Narcissa menaikkan alisnya. "Oh, jadi mengajar sihir lebih menyenangkan daripada menjual bunga?"

"Tentu saja!" jawab Draco tanpa ragu.

Aroma bunga segar memenuhi hidung saat gadis remaja itu melangkah masuk ke toko bunga milik keluarga Malfoy. Cahaya matahari pagi menyinari deretan vas bunga berwarna-warni, menciptakan suasana yang ceria. Gadis itu mengedarkan pandangannya, mencari-cari bunga mawar merah yang ia inginkan.

"Permisi, Pak. Saya ingin membeli bunga mawar merah," ucap gadis remaja itu dengan suara manja, matanya berbinar-binar.

Draco menatap gadis itu dengan malas. "Maaf, Nona. Bunga mawar merah sedang habis. Mungkin Kau bisa memilih bunga tulip atau lili?"

Gadis itu cemberut. "Tapi Pak, saya ingin mawar merah, Tuan.
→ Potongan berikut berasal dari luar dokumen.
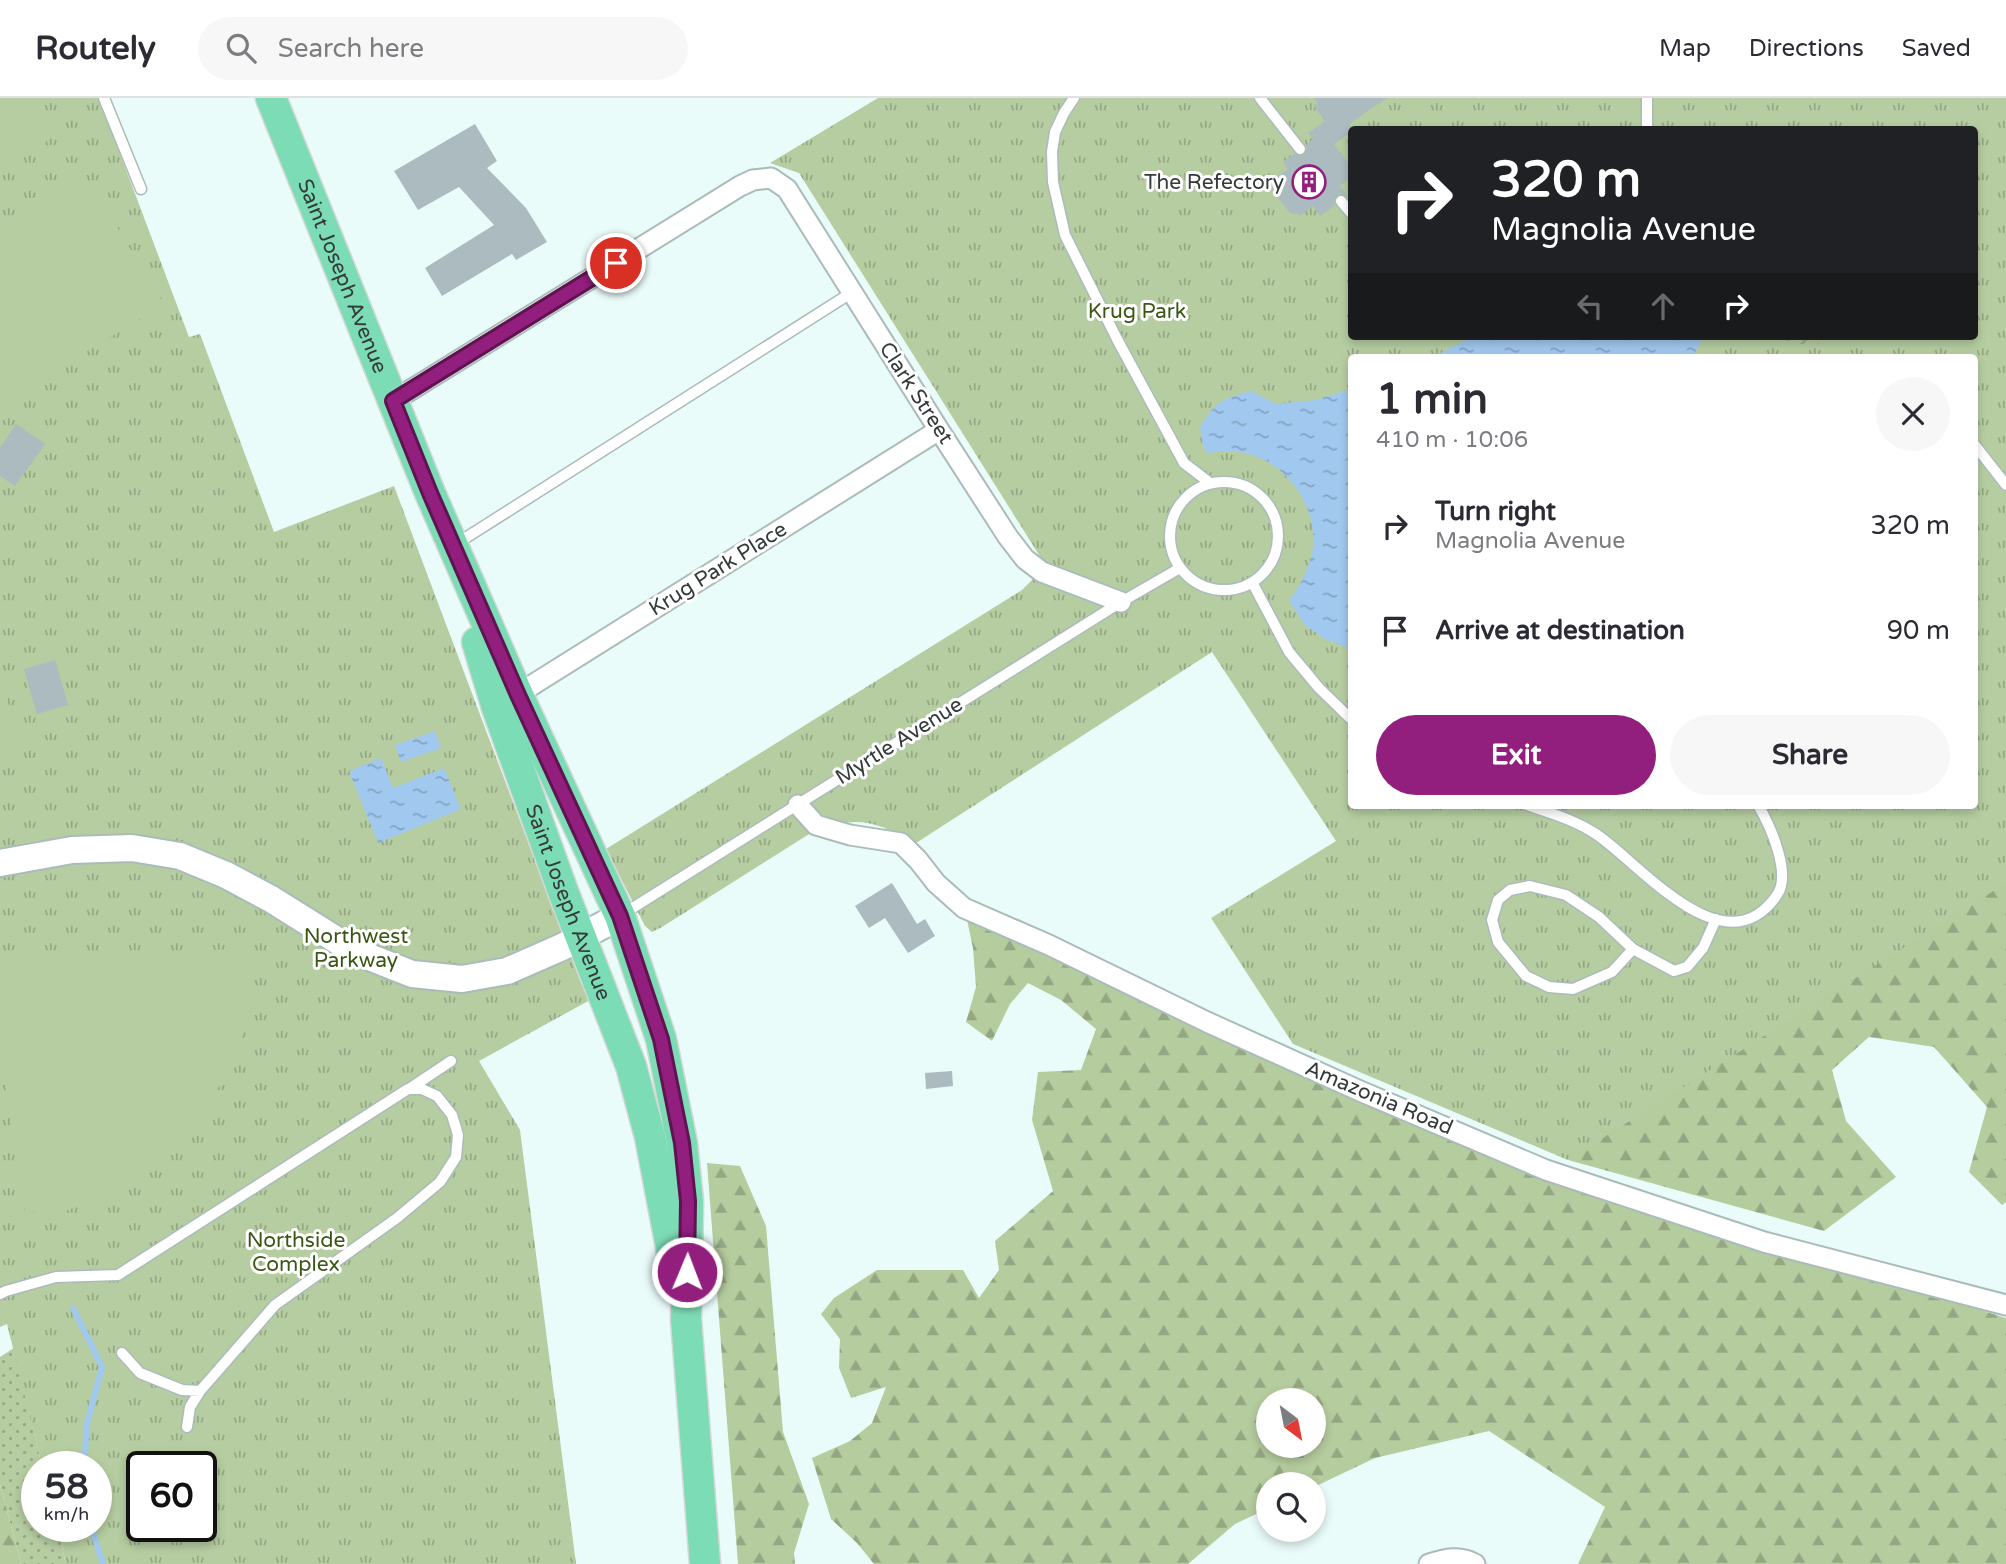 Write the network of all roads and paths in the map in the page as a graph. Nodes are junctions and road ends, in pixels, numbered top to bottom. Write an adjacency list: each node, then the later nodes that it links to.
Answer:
1 (104, 98): 8 (lane)
2 (271, 98): 12 (main road, Saint Joseph Avenue)
3 (1074, 98): 15 (lane)
4 (1260, 98): 7 (lane)
5 (1647, 98): 6 (lane)
6 (1647, 126)
7 (1300, 149)
8 (141, 189)
9 (1341, 201): 10 (lane)
10 (1348, 209)
11 (852, 293): 12 (street, Clark Street); 13 (street, Clark Street); 18 (lane)
12 (393, 401): 17 (main road, Saint Joseph Avenue)
13 (939, 430): 21 (street, Clark Street); 22 (street, Krug Park Place)
14 (1978, 449): 16 (lane)
15 (1210, 483): 19 (lane); 20 (lane)
16 (2006, 485)
17 (430, 493): 18 (main road, Saint Joseph Avenue); 22 (main road, Saint Joseph Avenue)
18 (453, 546): 22 (main road, Saint Joseph Avenue)
19 (1180, 568): 20 (lane); 21 (lane, Myrtle Avenue)
20 (1252, 582): 23 (lane)
21 (1121, 602): 24 (lane, Myrtle Avenue)
22 (508, 701): 28 (main road, Saint Joseph Avenue); 30 (main road, Saint Joseph Avenue)
23 (1348, 716)
24 (798, 805): 28 (lane, Myrtle Avenue); 35 (street, Amazonia Road)
25 (1539, 809): 29 (lane)
26 (1760, 809): 29 (lane)
27 (0, 863): 30 (street)
28 (620, 916): 30 (street); 36 (main road, Saint Joseph Avenue)
29 (1716, 919): 31 (lane)
30 (581, 937): 36 (main road, Saint Joseph Avenue)
31 (1633, 949): 31 (lane)
32 (451, 1061): 33 (lane)
33 (408, 1089): 34 (lane); 38 (lane)
34 (0, 1294)
35 (2006, 1305)
36 (686, 1319): 40 (main road, Saint Joseph Avenue)
37 (122, 1353): 38 (lane)
38 (200, 1391): 39 (lane)
39 (187, 1427)
40 (705, 1564)
41 (1429, 1564): 42 (street)
42 (1475, 1564)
Untuk pacar saya."

Draco yang sedang merapikan bunga tulip, mendongak. Wajahnya yang biasanya datar kini sedikit berkerut.

"Eh, tunggu dulu. Jangan panggil aku 'Pak'. Aku ini masih muda, tau!" suaranya terdengar sedikit kesal, namun tetap terdengar menawan di telinga gadis remaja itu.

Gadis itu terkekeh. "Maaf, Tuan Muda. Kebiasaan. Lagian, Bapak terlihat lebih tua dari umurku." Ia menunjuk kearah wajah rambut Draco.

Draco mendengus kesal, tangannya mengacak rambut pirangnya yang sedikit berantakan.

"Tua? Warna rambutku memang seperti ini, Aku ini belum lagi Tiga puluh tahun! Jangan-jangan kamu masih sekolah dasar?"

Gadis itu menggeleng cepat, "Sudah SMA, Tuan."

"SMA? Seumurku waktu sekolah, kamu masih pakai popok!" kesal Draco.

Gadis itu melotot, namun tak bisa menyembunyikan senyumnya.

"Hei, jangan berlebihan!"

Draco mengangkat alisnya, menatap gadis itu dengan tatapan meremehkan.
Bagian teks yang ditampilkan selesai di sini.